The Cusano 18 line takes its name from the 1985 Dominican oro leaf used as its filler — at this cigar’s conception in 2003 this tobacco was 18 years old. By its very nature this must be a limited edition cigar because there obviously isn’t an endless supply of this particular leaf. But the popularity and very reasonable price of this line have inspired Cusano to continue production, with or without the inclusion of the extra-aged oro. The 18 may even refer to the unusual number of cigars packed in each box for this line. Yes, you guessed it. 18.
The Paired Maduro is a little different than some other “Double Maduro” cigars in that the maduro leaf is actually in the filler rather than the binder. The wrapper is an oily Connecticut broadleaf with a rough, pimply texture, and according to the Cusano website the binder is “San Vicente Olor.” (San Vicente and Olor are two different varieties of tobacco grown in the Dominican Republic. Perhaps this binder leaf is a hybrid of the two??) And finally, the filler is a Dominican blend that includes some Brazilian Mata Fina maduro leaf (and maybe some of that really old Oro that is also in the Double Connecticut.)
The construction on this robusto is very good. A slow toast of the foot starts a slow and even burn that lasts to the final puff.
The first of several flavors to arrive on scene is wood with a sweet maple tinge. It doesn’t taste like a garden variety maduro — the sweet char that I expect from a maduro is there, but it’s accompanied by an unexpected depth of character; the mapley flavor is a surprising attribute. Quickly following this light maple syrup accent is the more common chocolate and coffee combination, carried along by the woody foundation. This chocolate edge takes over and continues to about the one-third to half way point, when the sweetness starts to recede. At this juncture a good dose of pepper enters and keeps things moving, exciting my sinuses and inducing a couple of good sneezes. (Isn’t there something cathartic about a good sneeze?) After two thirds of the stick has turned to a solid white ash the taste turns a little bitter, signalling the final destination and the last act.
I was really pleased with this 18, and I think it’s my favorite of the Cusano cigars I’ve tried so far. They’re all good, but this one is the tops. It’s a medium to full bodied smoke with tons of flavor and a middling finish. The aftertaste is present but not persistent. If you like maduro cigars, you really ought to give this one a shot. I used to smoke Honduran El Rey del Mundos like they were the last cigars on earth, but I think the Cusano 18 Paired Maddie, while different, is better. At a retail price of 5 USD it’s a foregone conclusion. Yum.

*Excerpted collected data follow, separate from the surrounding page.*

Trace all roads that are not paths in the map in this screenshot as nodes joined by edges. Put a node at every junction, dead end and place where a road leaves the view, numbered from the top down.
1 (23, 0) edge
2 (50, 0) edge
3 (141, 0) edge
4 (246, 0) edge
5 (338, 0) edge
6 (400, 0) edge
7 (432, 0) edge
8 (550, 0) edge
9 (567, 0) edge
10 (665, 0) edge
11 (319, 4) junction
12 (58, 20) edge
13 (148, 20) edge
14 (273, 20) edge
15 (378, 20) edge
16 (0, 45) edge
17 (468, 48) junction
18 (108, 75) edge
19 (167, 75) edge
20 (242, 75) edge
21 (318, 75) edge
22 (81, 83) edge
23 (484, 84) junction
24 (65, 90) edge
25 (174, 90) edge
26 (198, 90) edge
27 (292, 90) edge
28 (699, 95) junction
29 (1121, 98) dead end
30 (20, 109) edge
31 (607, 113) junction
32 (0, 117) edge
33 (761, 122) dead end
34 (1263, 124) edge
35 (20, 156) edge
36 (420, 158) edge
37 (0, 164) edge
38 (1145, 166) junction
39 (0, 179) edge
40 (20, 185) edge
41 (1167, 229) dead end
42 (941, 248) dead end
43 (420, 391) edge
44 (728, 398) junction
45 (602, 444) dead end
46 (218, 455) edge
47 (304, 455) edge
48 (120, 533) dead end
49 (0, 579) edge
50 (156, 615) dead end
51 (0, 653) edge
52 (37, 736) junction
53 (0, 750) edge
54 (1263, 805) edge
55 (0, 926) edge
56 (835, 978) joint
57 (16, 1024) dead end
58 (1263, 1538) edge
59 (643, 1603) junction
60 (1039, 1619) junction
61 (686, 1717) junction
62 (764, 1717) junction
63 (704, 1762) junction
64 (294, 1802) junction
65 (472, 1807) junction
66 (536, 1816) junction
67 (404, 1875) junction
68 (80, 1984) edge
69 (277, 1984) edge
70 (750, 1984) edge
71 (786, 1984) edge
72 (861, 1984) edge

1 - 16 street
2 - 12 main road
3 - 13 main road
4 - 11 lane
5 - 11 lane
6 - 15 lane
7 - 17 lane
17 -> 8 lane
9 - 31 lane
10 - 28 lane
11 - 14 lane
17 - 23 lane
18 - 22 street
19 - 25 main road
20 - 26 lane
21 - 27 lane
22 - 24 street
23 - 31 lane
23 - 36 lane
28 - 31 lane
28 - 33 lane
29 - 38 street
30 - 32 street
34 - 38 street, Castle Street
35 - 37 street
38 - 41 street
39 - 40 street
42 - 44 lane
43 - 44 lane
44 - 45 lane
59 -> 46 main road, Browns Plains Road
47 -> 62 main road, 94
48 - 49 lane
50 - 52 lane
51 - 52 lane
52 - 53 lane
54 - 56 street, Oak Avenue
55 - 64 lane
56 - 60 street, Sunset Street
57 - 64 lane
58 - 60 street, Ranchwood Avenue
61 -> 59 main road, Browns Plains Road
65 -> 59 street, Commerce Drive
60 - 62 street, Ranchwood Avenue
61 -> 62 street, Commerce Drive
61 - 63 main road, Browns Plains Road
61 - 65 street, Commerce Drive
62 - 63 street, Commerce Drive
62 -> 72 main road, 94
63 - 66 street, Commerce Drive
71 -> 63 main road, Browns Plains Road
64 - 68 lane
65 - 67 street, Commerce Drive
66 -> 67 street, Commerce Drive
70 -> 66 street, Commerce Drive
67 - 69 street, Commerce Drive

But don’t take MY word for it. Cigar Envy has an insightful and informative review of the Paired Maduro, and Walt at the Stogie Review has posted a nice review as well. We all agree on one thing: this is a great smoke. Take heed Maduro lovers!
6 thoughts on “Cusano 18 Paired Maduro Robusto”
I am glad you enjoyed the cigar. This is actually the only cigar produced by Cusano I have smoked and I really enjoy them. I pick up two or three singles when they are available at my local shop, mainly because its not your average Maduro. The flavor changes the cigar goes through really do it for me.
I’ve enjoyed the Cusano 18 Connecticut, but now after the accolades from you and Walt, I’ll have to pick one of these up.
Thanks for your kind review. I am glad that you found the 18 paired maduro to your liking.
While Olor is a type of tobacco, San Vicente is actually the growing region that produces a very distinct Olor that stimulates the tastes buds on the sides of the tongue and causes the mouth water.
Dominican Olor is so varied since it has evolved many times in different regions. For this reason we only use San Vicente Olor. Since San Vicente is sometimes referenced without the Olor designation it is easy to confuse these as mutually exclusive.
Thanks for the information, Michael. I enjoy tasting cigars and trying to detect what flavors come from which types of tobacco, so this kind of info is invaluable, and not easy to come by unless you’re an industry “insider.”
This article on Dominican tobacco from Cigar Aficionado is what confused me :
“…most do use different varieties of Dominican tobacco: olor, piloto Cubano and San Vicente. These represent the three key tobacco types grown in the Dominican Republic for premium cigars. Piloto is the best of the three, with the seed type originating from Cuba’s Vuelta Abajo. Due to the variety’s richness and intense flavor, cigar makers use it primarily as filler to supercharge their blends. San Vicente, a hybrid of piloto and originally developed on the farm of San Vicente in the Vuelta Abajo, is slightly less powerful than piloto and more acidic in stimulation, while olor is salty and rather neutral in flavor.”
This does make it sound like San Vicente and Olor are distinct types, and perhaps they are, but not in your case. Thanks for the clarification — this can get confusing!
And thanks for continuing to make great cigars at an affordable price! Which reminds me, it’s time to restock my humidor. I’m almost out of paired maduros!